_Exercise_
Without leaving out a single line, copy the records exactly.

_Supplied entries_
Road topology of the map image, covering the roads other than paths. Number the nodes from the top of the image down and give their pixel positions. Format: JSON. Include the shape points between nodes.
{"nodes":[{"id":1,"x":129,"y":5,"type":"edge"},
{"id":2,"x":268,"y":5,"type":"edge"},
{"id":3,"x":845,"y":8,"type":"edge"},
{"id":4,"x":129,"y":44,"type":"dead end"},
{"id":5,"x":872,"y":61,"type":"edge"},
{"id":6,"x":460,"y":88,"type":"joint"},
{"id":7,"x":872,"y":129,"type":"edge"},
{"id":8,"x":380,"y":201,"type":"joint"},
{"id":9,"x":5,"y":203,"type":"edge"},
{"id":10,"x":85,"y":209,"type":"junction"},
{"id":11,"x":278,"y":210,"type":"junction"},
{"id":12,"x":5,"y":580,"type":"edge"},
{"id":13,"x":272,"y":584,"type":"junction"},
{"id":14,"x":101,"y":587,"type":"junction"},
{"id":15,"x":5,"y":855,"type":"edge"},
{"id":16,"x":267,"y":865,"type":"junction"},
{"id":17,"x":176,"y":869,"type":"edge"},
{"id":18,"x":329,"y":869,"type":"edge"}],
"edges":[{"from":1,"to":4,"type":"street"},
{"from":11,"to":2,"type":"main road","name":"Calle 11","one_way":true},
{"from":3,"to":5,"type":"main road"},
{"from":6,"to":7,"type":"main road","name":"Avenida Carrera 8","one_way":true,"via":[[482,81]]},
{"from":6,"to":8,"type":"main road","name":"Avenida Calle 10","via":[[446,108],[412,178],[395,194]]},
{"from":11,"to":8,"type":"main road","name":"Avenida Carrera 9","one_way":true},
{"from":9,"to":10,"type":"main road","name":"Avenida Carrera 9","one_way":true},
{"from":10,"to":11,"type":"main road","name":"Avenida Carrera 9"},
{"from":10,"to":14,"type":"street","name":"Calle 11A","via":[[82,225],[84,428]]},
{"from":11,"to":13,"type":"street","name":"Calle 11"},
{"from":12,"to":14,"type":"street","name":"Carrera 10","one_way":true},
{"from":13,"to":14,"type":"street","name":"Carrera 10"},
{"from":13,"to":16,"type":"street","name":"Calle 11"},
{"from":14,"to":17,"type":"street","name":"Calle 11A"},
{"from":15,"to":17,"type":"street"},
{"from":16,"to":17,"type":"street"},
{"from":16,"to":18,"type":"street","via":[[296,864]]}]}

_Task result_
Road topology of the map image, covering the roads other than paths. Number the nodes from the top of the image down and give their pixel positions. Format: JSON. Include the shape points between nodes.
{"nodes":[{"id":1,"x":129,"y":5,"type":"edge"},
{"id":2,"x":268,"y":5,"type":"edge"},
{"id":3,"x":845,"y":8,"type":"edge"},
{"id":4,"x":129,"y":44,"type":"dead end"},
{"id":5,"x":872,"y":61,"type":"edge"},
{"id":6,"x":460,"y":88,"type":"joint"},
{"id":7,"x":872,"y":129,"type":"edge"},
{"id":8,"x":380,"y":201,"type":"joint"},
{"id":9,"x":5,"y":203,"type":"edge"},
{"id":10,"x":85,"y":209,"type":"junction"},
{"id":11,"x":278,"y":210,"type":"junction"},
{"id":12,"x":5,"y":580,"type":"edge"},
{"id":13,"x":272,"y":584,"type":"junction"},
{"id":14,"x":101,"y":587,"type":"junction"},
{"id":15,"x":5,"y":855,"type":"edge"},
{"id":16,"x":267,"y":865,"type":"junction"},
{"id":17,"x":176,"y":869,"type":"edge"},
{"id":18,"x":329,"y":869,"type":"edge"}],
"edges":[{"from":1,"to":4,"type":"street"},
{"from":11,"to":2,"type":"main road","name":"Calle 11","one_way":true},
{"from":3,"to":5,"type":"main road"},
{"from":6,"to":7,"type":"main road","name":"Avenida Carrera 8","one_way":true,"via":[[482,81]]},
{"from":6,"to":8,"type":"main road","name":"Avenida Calle 10","via":[[446,108],[412,178],[395,194]]},
{"from":11,"to":8,"type":"main road","name":"Avenida Carrera 9","one_way":true},
{"from":9,"to":10,"type":"main road","name":"Avenida Carrera 9","one_way":true},
{"from":10,"to":11,"type":"main road","name":"Avenida Carrera 9"},
{"from":10,"to":14,"type":"street","name":"Calle 11A","via":[[82,225],[84,428]]},
{"from":11,"to":13,"type":"street","name":"Calle 11"},
{"from":12,"to":14,"type":"street","name":"Carrera 10","one_way":true},
{"from":13,"to":14,"type":"street","name":"Carrera 10"},
{"from":13,"to":16,"type":"street","name":"Calle 11"},
{"from":14,"to":17,"type":"street","name":"Calle 11A"},
{"from":15,"to":17,"type":"street"},
{"from":16,"to":17,"type":"street"},
{"from":16,"to":18,"type":"street","via":[[296,864]]}]}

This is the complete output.